***** Recorded data *****

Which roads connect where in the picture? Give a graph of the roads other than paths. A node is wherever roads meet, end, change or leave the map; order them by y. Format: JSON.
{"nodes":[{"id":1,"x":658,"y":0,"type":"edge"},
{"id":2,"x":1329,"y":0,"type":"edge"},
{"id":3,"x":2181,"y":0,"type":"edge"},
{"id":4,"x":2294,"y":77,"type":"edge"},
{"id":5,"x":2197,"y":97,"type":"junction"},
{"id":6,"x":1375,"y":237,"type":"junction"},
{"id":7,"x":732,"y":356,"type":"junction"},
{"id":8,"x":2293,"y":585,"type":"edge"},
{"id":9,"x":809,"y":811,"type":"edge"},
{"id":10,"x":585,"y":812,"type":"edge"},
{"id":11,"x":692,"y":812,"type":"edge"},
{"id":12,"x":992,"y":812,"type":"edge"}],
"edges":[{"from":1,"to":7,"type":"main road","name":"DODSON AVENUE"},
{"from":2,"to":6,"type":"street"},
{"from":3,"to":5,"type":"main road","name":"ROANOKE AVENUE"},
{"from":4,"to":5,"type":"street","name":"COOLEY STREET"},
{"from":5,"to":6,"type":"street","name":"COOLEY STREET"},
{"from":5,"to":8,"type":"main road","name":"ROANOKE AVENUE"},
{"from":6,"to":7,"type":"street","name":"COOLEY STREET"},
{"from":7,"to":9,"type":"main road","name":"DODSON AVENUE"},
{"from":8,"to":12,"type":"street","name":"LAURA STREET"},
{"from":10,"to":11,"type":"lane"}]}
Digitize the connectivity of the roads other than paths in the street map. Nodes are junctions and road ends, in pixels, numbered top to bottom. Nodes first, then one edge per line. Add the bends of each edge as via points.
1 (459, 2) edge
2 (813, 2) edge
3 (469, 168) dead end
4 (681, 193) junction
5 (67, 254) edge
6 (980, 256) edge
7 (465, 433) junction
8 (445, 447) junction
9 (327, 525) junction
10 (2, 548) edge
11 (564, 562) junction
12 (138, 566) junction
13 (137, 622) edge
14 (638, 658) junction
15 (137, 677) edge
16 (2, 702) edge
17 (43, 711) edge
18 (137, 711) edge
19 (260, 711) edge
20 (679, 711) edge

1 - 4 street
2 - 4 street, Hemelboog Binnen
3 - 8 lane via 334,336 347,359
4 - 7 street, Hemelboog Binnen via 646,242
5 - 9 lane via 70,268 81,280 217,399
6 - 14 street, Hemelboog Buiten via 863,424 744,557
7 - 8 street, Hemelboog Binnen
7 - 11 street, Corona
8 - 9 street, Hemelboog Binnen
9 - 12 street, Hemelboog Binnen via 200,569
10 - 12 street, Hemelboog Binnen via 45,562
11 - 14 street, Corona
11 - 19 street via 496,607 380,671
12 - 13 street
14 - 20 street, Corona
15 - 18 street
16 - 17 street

*****

Your reply needs to reproduce all of the listing exactly.

Response to this task —
Which roads connect where in the picture? Give a graph of the roads other than paths. A node is wherever roads meet, end, change or leave the map; order them by y. Format: JSON.
{"nodes":[{"id":1,"x":658,"y":0,"type":"edge"},
{"id":2,"x":1329,"y":0,"type":"edge"},
{"id":3,"x":2181,"y":0,"type":"edge"},
{"id":4,"x":2294,"y":77,"type":"edge"},
{"id":5,"x":2197,"y":97,"type":"junction"},
{"id":6,"x":1375,"y":237,"type":"junction"},
{"id":7,"x":732,"y":356,"type":"junction"},
{"id":8,"x":2293,"y":585,"type":"edge"},
{"id":9,"x":809,"y":811,"type":"edge"},
{"id":10,"x":585,"y":812,"type":"edge"},
{"id":11,"x":692,"y":812,"type":"edge"},
{"id":12,"x":992,"y":812,"type":"edge"}],
"edges":[{"from":1,"to":7,"type":"main road","name":"DODSON AVENUE"},
{"from":2,"to":6,"type":"street"},
{"from":3,"to":5,"type":"main road","name":"ROANOKE AVENUE"},
{"from":4,"to":5,"type":"street","name":"COOLEY STREET"},
{"from":5,"to":6,"type":"street","name":"COOLEY STREET"},
{"from":5,"to":8,"type":"main road","name":"ROANOKE AVENUE"},
{"from":6,"to":7,"type":"street","name":"COOLEY STREET"},
{"from":7,"to":9,"type":"main road","name":"DODSON AVENUE"},
{"from":8,"to":12,"type":"street","name":"LAURA STREET"},
{"from":10,"to":11,"type":"lane"}]}
Digitize the connectivity of the roads other than paths in the street map. Nodes are junctions and road ends, in pixels, numbered top to bottom. Nodes first, then one edge per line. Add the bends of each edge as via points.
1 (459, 2) edge
2 (813, 2) edge
3 (469, 168) dead end
4 (681, 193) junction
5 (67, 254) edge
6 (980, 256) edge
7 (465, 433) junction
8 (445, 447) junction
9 (327, 525) junction
10 (2, 548) edge
11 (564, 562) junction
12 (138, 566) junction
13 (137, 622) edge
14 (638, 658) junction
15 (137, 677) edge
16 (2, 702) edge
17 (43, 711) edge
18 (137, 711) edge
19 (260, 711) edge
20 (679, 711) edge

1 - 4 street
2 - 4 street, Hemelboog Binnen
3 - 8 lane via 334,336 347,359
4 - 7 street, Hemelboog Binnen via 646,242
5 - 9 lane via 70,268 81,280 217,399
6 - 14 street, Hemelboog Buiten via 863,424 744,557
7 - 8 street, Hemelboog Binnen
7 - 11 street, Corona
8 - 9 street, Hemelboog Binnen
9 - 12 street, Hemelboog Binnen via 200,569
10 - 12 street, Hemelboog Binnen via 45,562
11 - 14 street, Corona
11 - 19 street via 496,607 380,671
12 - 13 street
14 - 20 street, Corona
15 - 18 street
16 - 17 street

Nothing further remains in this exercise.